──────── The records ────────

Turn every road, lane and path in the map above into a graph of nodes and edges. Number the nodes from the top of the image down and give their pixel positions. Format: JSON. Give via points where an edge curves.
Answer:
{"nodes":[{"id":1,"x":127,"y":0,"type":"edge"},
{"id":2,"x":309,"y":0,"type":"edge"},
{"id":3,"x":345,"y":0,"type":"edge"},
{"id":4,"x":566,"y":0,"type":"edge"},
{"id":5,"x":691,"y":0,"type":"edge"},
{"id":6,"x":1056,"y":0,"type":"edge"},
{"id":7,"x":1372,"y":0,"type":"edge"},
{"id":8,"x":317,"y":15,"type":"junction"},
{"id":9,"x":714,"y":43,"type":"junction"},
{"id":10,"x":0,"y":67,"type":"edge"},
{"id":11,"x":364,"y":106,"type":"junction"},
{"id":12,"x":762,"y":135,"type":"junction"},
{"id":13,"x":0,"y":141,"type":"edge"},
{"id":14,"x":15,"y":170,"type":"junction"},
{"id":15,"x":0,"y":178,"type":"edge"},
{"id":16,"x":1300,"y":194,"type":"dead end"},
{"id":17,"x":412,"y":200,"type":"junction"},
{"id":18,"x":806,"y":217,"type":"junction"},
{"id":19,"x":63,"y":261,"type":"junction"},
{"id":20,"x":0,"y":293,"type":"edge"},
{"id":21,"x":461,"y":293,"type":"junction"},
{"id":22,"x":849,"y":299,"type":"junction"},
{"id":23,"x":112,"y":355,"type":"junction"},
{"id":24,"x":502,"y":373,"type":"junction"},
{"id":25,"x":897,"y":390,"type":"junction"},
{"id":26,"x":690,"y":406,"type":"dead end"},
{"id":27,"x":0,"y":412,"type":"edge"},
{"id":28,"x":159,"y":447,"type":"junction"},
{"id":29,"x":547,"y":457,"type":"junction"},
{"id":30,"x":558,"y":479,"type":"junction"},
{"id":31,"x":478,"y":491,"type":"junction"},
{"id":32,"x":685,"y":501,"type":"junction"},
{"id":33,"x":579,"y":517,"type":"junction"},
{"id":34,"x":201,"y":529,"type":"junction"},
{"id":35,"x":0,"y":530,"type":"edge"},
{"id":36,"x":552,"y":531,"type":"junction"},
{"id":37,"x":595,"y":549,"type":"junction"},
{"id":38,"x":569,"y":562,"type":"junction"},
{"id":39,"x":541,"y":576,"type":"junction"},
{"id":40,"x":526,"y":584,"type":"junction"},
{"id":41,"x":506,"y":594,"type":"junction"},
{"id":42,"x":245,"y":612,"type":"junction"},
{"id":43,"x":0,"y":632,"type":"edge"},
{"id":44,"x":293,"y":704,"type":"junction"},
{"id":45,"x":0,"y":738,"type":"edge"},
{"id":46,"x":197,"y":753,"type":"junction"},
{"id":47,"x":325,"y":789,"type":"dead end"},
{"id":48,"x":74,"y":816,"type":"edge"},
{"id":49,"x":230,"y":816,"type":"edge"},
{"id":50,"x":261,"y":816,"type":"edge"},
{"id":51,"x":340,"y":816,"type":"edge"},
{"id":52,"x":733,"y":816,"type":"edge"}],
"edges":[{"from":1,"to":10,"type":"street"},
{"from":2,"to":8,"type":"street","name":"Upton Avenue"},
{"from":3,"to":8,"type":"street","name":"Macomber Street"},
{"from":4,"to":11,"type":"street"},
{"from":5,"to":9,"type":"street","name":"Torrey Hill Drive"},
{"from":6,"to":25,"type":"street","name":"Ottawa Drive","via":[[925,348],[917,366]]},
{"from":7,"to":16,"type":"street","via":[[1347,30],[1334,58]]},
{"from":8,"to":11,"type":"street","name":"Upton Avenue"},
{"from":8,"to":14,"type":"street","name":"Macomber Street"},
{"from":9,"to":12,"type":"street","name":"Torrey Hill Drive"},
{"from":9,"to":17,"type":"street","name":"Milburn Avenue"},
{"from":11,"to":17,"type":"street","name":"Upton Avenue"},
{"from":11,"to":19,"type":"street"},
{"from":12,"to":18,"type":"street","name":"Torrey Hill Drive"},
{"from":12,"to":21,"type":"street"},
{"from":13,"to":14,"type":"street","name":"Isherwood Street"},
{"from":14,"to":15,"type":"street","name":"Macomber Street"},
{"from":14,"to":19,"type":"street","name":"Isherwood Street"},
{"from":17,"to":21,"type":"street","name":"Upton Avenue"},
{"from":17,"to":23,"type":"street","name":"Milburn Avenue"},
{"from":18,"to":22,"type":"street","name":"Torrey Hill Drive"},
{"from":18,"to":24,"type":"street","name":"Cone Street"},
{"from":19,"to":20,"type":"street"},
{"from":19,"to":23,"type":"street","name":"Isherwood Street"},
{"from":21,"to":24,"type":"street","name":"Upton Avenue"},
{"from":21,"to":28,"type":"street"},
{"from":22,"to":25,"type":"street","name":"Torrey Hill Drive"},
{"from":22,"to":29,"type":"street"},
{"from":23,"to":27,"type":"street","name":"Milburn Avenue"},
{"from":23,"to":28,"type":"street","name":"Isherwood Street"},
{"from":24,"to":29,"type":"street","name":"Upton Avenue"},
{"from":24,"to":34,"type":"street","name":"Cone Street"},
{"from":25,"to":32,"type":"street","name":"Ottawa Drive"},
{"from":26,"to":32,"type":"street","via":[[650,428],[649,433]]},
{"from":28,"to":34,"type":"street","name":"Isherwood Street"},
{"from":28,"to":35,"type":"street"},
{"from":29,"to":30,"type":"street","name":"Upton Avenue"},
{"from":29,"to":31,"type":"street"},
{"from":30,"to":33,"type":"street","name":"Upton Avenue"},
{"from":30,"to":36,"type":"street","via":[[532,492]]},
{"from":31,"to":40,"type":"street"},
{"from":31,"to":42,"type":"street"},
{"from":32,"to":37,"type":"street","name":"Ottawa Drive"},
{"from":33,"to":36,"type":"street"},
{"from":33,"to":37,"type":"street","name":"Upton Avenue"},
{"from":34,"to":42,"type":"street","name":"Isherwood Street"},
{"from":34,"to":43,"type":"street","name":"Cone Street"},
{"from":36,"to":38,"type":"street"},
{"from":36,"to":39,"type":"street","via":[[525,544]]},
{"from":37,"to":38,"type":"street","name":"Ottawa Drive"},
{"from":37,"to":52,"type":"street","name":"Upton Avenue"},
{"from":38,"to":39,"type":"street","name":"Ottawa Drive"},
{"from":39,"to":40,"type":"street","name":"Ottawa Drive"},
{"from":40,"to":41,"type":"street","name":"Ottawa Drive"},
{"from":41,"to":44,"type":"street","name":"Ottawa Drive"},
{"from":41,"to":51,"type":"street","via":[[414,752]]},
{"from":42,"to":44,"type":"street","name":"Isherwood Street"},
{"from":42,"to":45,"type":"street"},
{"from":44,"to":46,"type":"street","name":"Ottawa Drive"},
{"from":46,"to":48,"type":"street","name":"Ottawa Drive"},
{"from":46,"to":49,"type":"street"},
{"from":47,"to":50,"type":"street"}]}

────────

From the first line to the last, copy the records exactly as they appear above.

Solution to the exercise:
Turn every road, lane and path in the map above into a graph of nodes and edges. Number the nodes from the top of the image down and give their pixel positions. Format: JSON. Give via points where an edge curves.
Answer:
{"nodes":[{"id":1,"x":127,"y":0,"type":"edge"},
{"id":2,"x":309,"y":0,"type":"edge"},
{"id":3,"x":345,"y":0,"type":"edge"},
{"id":4,"x":566,"y":0,"type":"edge"},
{"id":5,"x":691,"y":0,"type":"edge"},
{"id":6,"x":1056,"y":0,"type":"edge"},
{"id":7,"x":1372,"y":0,"type":"edge"},
{"id":8,"x":317,"y":15,"type":"junction"},
{"id":9,"x":714,"y":43,"type":"junction"},
{"id":10,"x":0,"y":67,"type":"edge"},
{"id":11,"x":364,"y":106,"type":"junction"},
{"id":12,"x":762,"y":135,"type":"junction"},
{"id":13,"x":0,"y":141,"type":"edge"},
{"id":14,"x":15,"y":170,"type":"junction"},
{"id":15,"x":0,"y":178,"type":"edge"},
{"id":16,"x":1300,"y":194,"type":"dead end"},
{"id":17,"x":412,"y":200,"type":"junction"},
{"id":18,"x":806,"y":217,"type":"junction"},
{"id":19,"x":63,"y":261,"type":"junction"},
{"id":20,"x":0,"y":293,"type":"edge"},
{"id":21,"x":461,"y":293,"type":"junction"},
{"id":22,"x":849,"y":299,"type":"junction"},
{"id":23,"x":112,"y":355,"type":"junction"},
{"id":24,"x":502,"y":373,"type":"junction"},
{"id":25,"x":897,"y":390,"type":"junction"},
{"id":26,"x":690,"y":406,"type":"dead end"},
{"id":27,"x":0,"y":412,"type":"edge"},
{"id":28,"x":159,"y":447,"type":"junction"},
{"id":29,"x":547,"y":457,"type":"junction"},
{"id":30,"x":558,"y":479,"type":"junction"},
{"id":31,"x":478,"y":491,"type":"junction"},
{"id":32,"x":685,"y":501,"type":"junction"},
{"id":33,"x":579,"y":517,"type":"junction"},
{"id":34,"x":201,"y":529,"type":"junction"},
{"id":35,"x":0,"y":530,"type":"edge"},
{"id":36,"x":552,"y":531,"type":"junction"},
{"id":37,"x":595,"y":549,"type":"junction"},
{"id":38,"x":569,"y":562,"type":"junction"},
{"id":39,"x":541,"y":576,"type":"junction"},
{"id":40,"x":526,"y":584,"type":"junction"},
{"id":41,"x":506,"y":594,"type":"junction"},
{"id":42,"x":245,"y":612,"type":"junction"},
{"id":43,"x":0,"y":632,"type":"edge"},
{"id":44,"x":293,"y":704,"type":"junction"},
{"id":45,"x":0,"y":738,"type":"edge"},
{"id":46,"x":197,"y":753,"type":"junction"},
{"id":47,"x":325,"y":789,"type":"dead end"},
{"id":48,"x":74,"y":816,"type":"edge"},
{"id":49,"x":230,"y":816,"type":"edge"},
{"id":50,"x":261,"y":816,"type":"edge"},
{"id":51,"x":340,"y":816,"type":"edge"},
{"id":52,"x":733,"y":816,"type":"edge"}],
"edges":[{"from":1,"to":10,"type":"street"},
{"from":2,"to":8,"type":"street","name":"Upton Avenue"},
{"from":3,"to":8,"type":"street","name":"Macomber Street"},
{"from":4,"to":11,"type":"street"},
{"from":5,"to":9,"type":"street","name":"Torrey Hill Drive"},
{"from":6,"to":25,"type":"street","name":"Ottawa Drive","via":[[925,348],[917,366]]},
{"from":7,"to":16,"type":"street","via":[[1347,30],[1334,58]]},
{"from":8,"to":11,"type":"street","name":"Upton Avenue"},
{"from":8,"to":14,"type":"street","name":"Macomber Street"},
{"from":9,"to":12,"type":"street","name":"Torrey Hill Drive"},
{"from":9,"to":17,"type":"street","name":"Milburn Avenue"},
{"from":11,"to":17,"type":"street","name":"Upton Avenue"},
{"from":11,"to":19,"type":"street"},
{"from":12,"to":18,"type":"street","name":"Torrey Hill Drive"},
{"from":12,"to":21,"type":"street"},
{"from":13,"to":14,"type":"street","name":"Isherwood Street"},
{"from":14,"to":15,"type":"street","name":"Macomber Street"},
{"from":14,"to":19,"type":"street","name":"Isherwood Street"},
{"from":17,"to":21,"type":"street","name":"Upton Avenue"},
{"from":17,"to":23,"type":"street","name":"Milburn Avenue"},
{"from":18,"to":22,"type":"street","name":"Torrey Hill Drive"},
{"from":18,"to":24,"type":"street","name":"Cone Street"},
{"from":19,"to":20,"type":"street"},
{"from":19,"to":23,"type":"street","name":"Isherwood Street"},
{"from":21,"to":24,"type":"street","name":"Upton Avenue"},
{"from":21,"to":28,"type":"street"},
{"from":22,"to":25,"type":"street","name":"Torrey Hill Drive"},
{"from":22,"to":29,"type":"street"},
{"from":23,"to":27,"type":"street","name":"Milburn Avenue"},
{"from":23,"to":28,"type":"street","name":"Isherwood Street"},
{"from":24,"to":29,"type":"street","name":"Upton Avenue"},
{"from":24,"to":34,"type":"street","name":"Cone Street"},
{"from":25,"to":32,"type":"street","name":"Ottawa Drive"},
{"from":26,"to":32,"type":"street","via":[[650,428],[649,433]]},
{"from":28,"to":34,"type":"street","name":"Isherwood Street"},
{"from":28,"to":35,"type":"street"},
{"from":29,"to":30,"type":"street","name":"Upton Avenue"},
{"from":29,"to":31,"type":"street"},
{"from":30,"to":33,"type":"street","name":"Upton Avenue"},
{"from":30,"to":36,"type":"street","via":[[532,492]]},
{"from":31,"to":40,"type":"street"},
{"from":31,"to":42,"type":"street"},
{"from":32,"to":37,"type":"street","name":"Ottawa Drive"},
{"from":33,"to":36,"type":"street"},
{"from":33,"to":37,"type":"street","name":"Upton Avenue"},
{"from":34,"to":42,"type":"street","name":"Isherwood Street"},
{"from":34,"to":43,"type":"street","name":"Cone Street"},
{"from":36,"to":38,"type":"street"},
{"from":36,"to":39,"type":"street","via":[[525,544]]},
{"from":37,"to":38,"type":"street","name":"Ottawa Drive"},
{"from":37,"to":52,"type":"street","name":"Upton Avenue"},
{"from":38,"to":39,"type":"street","name":"Ottawa Drive"},
{"from":39,"to":40,"type":"street","name":"Ottawa Drive"},
{"from":40,"to":41,"type":"street","name":"Ottawa Drive"},
{"from":41,"to":44,"type":"street","name":"Ottawa Drive"},
{"from":41,"to":51,"type":"street","via":[[414,752]]},
{"from":42,"to":44,"type":"street","name":"Isherwood Street"},
{"from":42,"to":45,"type":"street"},
{"from":44,"to":46,"type":"street","name":"Ottawa Drive"},
{"from":46,"to":48,"type":"street","name":"Ottawa Drive"},
{"from":46,"to":49,"type":"street"},
{"from":47,"to":50,"type":"street"}]}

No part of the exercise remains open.